→ **Exercise description**:
Can you retype only the lines from the one with "Build a routing" through the final line of the material, exactly as given?

→ **Records for this exercise**:
#####
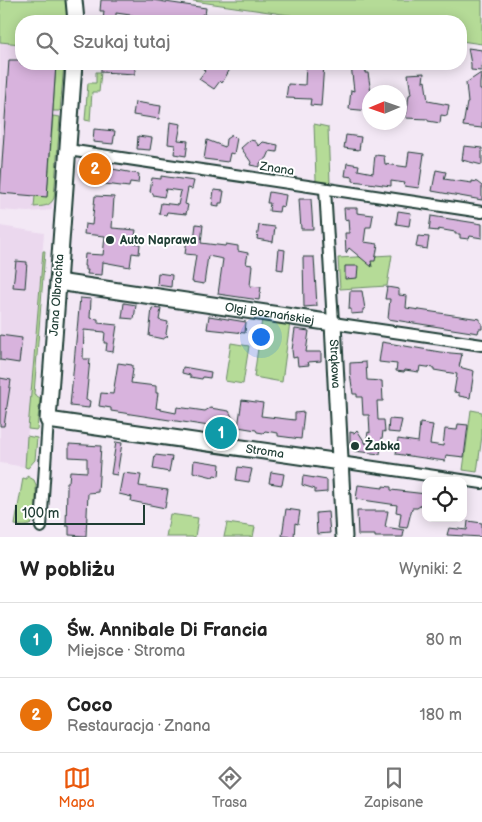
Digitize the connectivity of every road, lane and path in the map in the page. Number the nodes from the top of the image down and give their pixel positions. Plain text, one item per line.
1 (74, 0) edge
2 (75, 15) edge
3 (74, 70) edge
4 (68, 150) junction
5 (325, 189) junction
6 (482, 212) edge
7 (58, 282) junction
8 (333, 323) junction
9 (482, 344) edge
10 (48, 420) junction
11 (340, 462) junction
12 (482, 483) edge
13 (41, 526) dead end
14 (344, 537) edge

1 - 2 street
3 - 4 street, Jana Olbrachta
4 - 5 street, Znana
4 - 7 street, Jana Olbrachta
5 - 6 street, Znana
5 - 8 street, Strąkowa
7 - 8 street, Olgi Boznańskiej
7 - 10 street, Jana Olbrachta
8 - 9 street, Olgi Boznańskiej
8 - 11 street, Strąkowa
10 - 11 street, Stroma
10 - 13 street, Jana Olbrachta
11 - 12 street, Stroma
11 - 14 street, Strąkowa

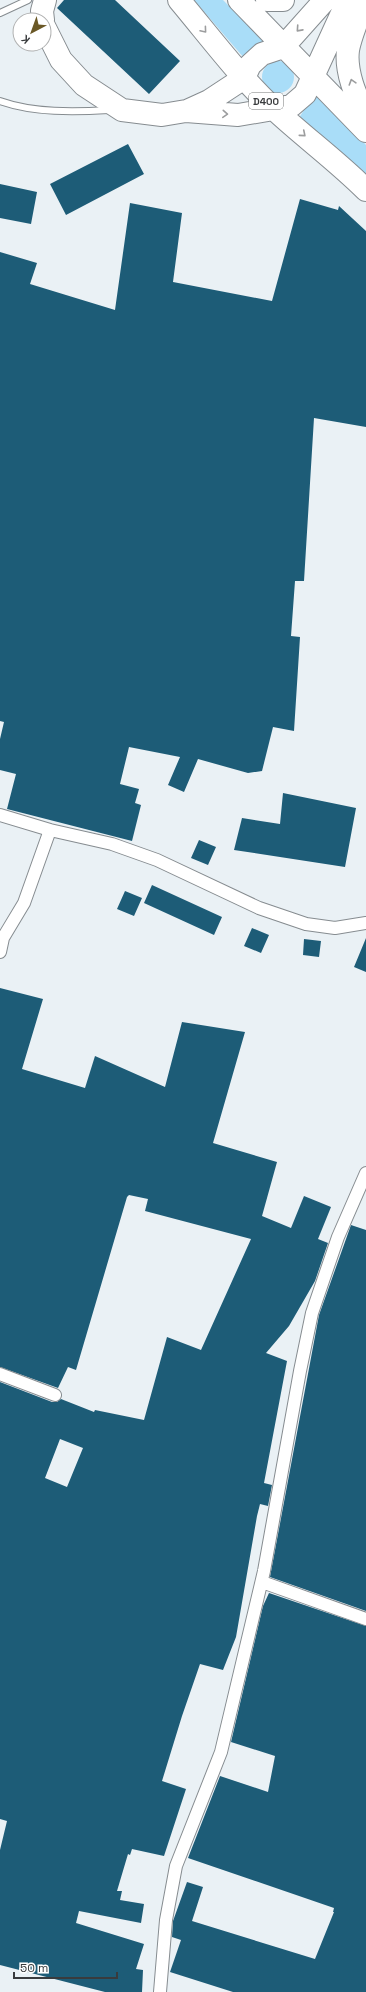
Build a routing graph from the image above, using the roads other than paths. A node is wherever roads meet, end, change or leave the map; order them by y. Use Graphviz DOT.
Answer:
#####
→ **Answer for the task**:
Build a routing graph from the image above, using the roads other than paths. A node is wherever roads meet, end, change or leave the map; order them by y. Use Graphviz DOT.
Answer:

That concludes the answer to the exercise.